*YOUR OBJECTIVE*. Pick each line containing "足利邑楽行田線" out of the records.

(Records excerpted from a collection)
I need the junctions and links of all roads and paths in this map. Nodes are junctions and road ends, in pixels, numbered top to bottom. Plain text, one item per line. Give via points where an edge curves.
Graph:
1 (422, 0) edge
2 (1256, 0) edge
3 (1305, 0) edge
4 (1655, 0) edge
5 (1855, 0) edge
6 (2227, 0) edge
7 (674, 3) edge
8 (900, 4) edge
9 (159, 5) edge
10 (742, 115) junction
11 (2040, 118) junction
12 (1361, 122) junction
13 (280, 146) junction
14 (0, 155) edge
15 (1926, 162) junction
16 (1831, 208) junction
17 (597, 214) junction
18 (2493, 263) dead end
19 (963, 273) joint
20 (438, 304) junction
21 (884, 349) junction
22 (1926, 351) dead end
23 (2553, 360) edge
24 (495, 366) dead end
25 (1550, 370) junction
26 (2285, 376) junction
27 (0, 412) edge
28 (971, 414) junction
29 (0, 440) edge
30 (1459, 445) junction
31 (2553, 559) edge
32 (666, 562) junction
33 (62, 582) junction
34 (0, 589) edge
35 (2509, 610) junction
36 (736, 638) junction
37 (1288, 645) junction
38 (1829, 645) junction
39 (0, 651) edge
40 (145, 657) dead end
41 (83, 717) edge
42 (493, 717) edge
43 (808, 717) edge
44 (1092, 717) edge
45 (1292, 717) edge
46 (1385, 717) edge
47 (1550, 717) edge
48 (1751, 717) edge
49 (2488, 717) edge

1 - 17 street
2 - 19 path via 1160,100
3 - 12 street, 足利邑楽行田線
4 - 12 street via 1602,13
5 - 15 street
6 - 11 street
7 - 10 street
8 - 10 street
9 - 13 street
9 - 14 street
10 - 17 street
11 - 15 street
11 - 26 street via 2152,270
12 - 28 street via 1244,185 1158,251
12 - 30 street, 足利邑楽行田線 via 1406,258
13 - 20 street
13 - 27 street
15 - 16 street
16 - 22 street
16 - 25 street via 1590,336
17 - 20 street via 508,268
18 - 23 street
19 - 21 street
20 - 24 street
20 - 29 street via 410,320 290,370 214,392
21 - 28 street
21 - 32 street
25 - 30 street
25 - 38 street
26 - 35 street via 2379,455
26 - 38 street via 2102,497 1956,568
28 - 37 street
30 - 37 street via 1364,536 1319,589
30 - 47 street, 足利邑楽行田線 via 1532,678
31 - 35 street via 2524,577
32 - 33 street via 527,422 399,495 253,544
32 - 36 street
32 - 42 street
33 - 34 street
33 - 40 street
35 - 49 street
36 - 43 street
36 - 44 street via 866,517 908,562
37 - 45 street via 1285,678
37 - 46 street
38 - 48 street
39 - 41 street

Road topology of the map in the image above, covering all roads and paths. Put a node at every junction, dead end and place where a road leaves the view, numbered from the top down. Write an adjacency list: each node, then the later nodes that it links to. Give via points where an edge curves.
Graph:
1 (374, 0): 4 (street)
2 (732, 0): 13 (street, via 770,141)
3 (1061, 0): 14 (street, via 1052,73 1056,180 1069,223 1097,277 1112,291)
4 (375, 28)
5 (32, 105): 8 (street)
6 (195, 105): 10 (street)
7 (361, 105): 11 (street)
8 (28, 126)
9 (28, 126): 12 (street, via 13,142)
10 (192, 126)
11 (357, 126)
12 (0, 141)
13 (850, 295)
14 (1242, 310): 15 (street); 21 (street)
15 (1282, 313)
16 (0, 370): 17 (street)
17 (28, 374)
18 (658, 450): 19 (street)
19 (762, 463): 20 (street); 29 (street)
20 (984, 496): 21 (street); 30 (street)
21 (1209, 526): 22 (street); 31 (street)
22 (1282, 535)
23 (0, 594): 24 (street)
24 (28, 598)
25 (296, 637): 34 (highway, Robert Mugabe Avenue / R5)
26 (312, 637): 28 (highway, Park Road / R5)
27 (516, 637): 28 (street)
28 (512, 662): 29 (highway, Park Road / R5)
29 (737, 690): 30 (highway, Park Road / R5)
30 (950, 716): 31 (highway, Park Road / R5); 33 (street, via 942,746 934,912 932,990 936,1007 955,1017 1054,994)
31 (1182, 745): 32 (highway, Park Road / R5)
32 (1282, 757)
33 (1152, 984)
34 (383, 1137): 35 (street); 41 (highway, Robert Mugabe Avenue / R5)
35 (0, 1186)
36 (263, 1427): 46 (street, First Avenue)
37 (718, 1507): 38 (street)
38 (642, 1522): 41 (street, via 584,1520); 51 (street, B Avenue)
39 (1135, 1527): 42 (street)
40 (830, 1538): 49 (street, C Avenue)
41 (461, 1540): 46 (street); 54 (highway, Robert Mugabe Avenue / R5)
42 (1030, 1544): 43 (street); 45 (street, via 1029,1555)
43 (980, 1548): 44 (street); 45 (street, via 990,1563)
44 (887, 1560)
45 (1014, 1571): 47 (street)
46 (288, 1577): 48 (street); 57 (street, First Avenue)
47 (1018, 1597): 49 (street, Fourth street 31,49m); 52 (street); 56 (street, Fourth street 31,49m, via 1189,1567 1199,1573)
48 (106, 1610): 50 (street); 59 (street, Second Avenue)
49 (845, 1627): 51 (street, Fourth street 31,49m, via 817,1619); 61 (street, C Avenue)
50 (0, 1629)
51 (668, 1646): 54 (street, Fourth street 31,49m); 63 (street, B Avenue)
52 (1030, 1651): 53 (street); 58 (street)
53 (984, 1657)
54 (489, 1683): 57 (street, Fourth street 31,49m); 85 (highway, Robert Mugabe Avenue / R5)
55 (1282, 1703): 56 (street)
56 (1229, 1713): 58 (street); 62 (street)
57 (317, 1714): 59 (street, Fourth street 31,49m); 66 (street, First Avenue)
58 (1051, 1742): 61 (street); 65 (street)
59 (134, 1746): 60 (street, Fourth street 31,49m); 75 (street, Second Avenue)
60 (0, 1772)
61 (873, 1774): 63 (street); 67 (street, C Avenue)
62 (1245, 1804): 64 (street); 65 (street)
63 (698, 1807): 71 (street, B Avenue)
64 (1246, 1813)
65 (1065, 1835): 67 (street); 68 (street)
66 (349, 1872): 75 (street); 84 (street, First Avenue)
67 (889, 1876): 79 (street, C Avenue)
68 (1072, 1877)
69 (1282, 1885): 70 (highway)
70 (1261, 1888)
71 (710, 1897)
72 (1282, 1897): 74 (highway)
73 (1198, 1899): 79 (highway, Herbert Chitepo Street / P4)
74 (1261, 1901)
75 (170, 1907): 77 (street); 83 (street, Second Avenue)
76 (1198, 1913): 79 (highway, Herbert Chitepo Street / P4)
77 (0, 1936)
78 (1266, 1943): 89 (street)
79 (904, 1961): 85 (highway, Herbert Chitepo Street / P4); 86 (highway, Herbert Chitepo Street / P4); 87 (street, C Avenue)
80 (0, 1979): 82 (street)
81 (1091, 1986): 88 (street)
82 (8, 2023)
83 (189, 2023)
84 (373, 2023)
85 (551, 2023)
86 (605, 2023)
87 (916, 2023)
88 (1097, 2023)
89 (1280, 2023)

*RESPONSE*.
3 - 12 street, 足利邑楽行田線
12 - 30 street, 足利邑楽行田線 via 1406,258
30 - 47 street, 足利邑楽行田線 via 1532,678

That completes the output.